Entries linking to potamo-

omnivorous ungulate pachydermatous mammal of Africa, 1560s, from Late Latin hippopotamus, from Greek hippopotamos "riverhorse," an irregular formation from earlier ho hippos potamios "the horse of the river"), from hippos "horse" (from PIE root *ekwo- "horse") + adjective from potamos "river, rushing water" (see potamo-). Replaced Middle English ypotame (c. 1300), which is from the same source but deformed in Old French. Glossed in Old English as sæhengest. Translated as river-horse in Holland's Pliny (1601).
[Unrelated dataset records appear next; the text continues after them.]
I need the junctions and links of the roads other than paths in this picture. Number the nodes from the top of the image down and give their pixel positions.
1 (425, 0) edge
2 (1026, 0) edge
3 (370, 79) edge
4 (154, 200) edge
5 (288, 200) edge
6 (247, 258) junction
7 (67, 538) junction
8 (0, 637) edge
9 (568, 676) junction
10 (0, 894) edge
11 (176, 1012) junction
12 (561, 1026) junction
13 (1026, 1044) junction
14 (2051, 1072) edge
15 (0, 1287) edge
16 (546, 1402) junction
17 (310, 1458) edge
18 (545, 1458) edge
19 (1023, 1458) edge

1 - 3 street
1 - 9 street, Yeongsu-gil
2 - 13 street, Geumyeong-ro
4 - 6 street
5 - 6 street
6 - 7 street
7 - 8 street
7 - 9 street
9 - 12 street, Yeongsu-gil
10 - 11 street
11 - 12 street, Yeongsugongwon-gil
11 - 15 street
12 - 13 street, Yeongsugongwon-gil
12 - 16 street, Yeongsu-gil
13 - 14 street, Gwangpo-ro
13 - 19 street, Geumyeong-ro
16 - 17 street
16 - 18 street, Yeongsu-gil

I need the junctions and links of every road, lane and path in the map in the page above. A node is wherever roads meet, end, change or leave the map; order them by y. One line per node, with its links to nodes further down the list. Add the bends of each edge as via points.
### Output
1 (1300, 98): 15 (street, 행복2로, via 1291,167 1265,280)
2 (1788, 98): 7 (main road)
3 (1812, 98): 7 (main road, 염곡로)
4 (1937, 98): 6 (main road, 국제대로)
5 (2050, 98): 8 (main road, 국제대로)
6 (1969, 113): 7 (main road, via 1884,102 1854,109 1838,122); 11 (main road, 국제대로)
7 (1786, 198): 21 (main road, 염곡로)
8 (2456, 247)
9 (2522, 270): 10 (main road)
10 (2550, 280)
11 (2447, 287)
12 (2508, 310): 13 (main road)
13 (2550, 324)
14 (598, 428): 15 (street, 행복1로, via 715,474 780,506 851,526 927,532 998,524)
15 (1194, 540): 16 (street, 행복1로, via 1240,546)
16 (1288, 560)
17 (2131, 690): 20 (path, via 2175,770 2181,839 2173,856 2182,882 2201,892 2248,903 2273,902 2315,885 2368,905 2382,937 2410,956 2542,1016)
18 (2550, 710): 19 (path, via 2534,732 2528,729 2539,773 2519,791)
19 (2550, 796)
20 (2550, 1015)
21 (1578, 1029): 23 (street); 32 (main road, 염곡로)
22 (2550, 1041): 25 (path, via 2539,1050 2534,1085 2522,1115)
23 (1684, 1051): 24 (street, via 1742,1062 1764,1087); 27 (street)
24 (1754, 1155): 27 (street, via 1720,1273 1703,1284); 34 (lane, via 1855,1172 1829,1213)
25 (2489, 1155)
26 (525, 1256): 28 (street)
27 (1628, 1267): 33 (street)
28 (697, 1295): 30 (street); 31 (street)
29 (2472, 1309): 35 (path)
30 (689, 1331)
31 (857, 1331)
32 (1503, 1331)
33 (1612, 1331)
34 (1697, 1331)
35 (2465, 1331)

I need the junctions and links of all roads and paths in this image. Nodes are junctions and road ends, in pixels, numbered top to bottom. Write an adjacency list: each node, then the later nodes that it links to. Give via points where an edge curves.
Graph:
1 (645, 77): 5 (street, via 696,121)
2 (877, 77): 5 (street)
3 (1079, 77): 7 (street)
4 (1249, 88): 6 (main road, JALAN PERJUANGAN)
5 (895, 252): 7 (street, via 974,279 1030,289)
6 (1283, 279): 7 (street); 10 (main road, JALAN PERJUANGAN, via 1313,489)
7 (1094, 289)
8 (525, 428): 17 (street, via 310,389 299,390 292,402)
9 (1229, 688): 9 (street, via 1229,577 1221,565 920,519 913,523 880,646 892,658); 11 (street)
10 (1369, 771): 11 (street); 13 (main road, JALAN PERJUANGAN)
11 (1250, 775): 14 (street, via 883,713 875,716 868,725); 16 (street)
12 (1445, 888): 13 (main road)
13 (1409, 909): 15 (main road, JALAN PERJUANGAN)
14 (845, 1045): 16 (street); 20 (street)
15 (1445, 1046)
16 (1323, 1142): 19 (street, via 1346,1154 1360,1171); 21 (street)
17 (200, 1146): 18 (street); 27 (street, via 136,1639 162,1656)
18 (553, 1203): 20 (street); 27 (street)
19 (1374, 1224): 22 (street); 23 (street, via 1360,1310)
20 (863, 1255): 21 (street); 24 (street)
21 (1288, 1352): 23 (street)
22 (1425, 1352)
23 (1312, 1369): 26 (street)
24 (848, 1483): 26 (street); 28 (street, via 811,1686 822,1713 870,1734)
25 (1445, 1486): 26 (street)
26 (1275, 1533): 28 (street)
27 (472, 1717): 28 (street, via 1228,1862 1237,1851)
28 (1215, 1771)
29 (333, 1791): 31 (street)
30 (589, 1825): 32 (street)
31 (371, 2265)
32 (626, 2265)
Ypotamos comen flyngynge. ... Grete bestes and griselich ["Kyng Alisaunder," c. 1300]

Related: Hippopotamic.

ancient name for the land that lies between the Tigris and Euphrates rivers north of Babylon (in modern Iraq), from Greek mesopotamia (khōra), literally "a country between two rivers," from fem. of mesopotamos, from mesos "middle" (from PIE root *medhyo- "middle") + potamos "river" (see potamo-).

In 19c. the word sometimes was used in the sense of "anything which gives irrational or inexplicable comfort to the hearer," based on the story of the old woman who told her pastor that she "found great support in that comfortable word Mesopotamia" ["Brewer's Dictionary of Phrase & Fable," 1870]. The place was Mespot (1917) to British soldiers serving there in World War I. Related: Mesopotamian.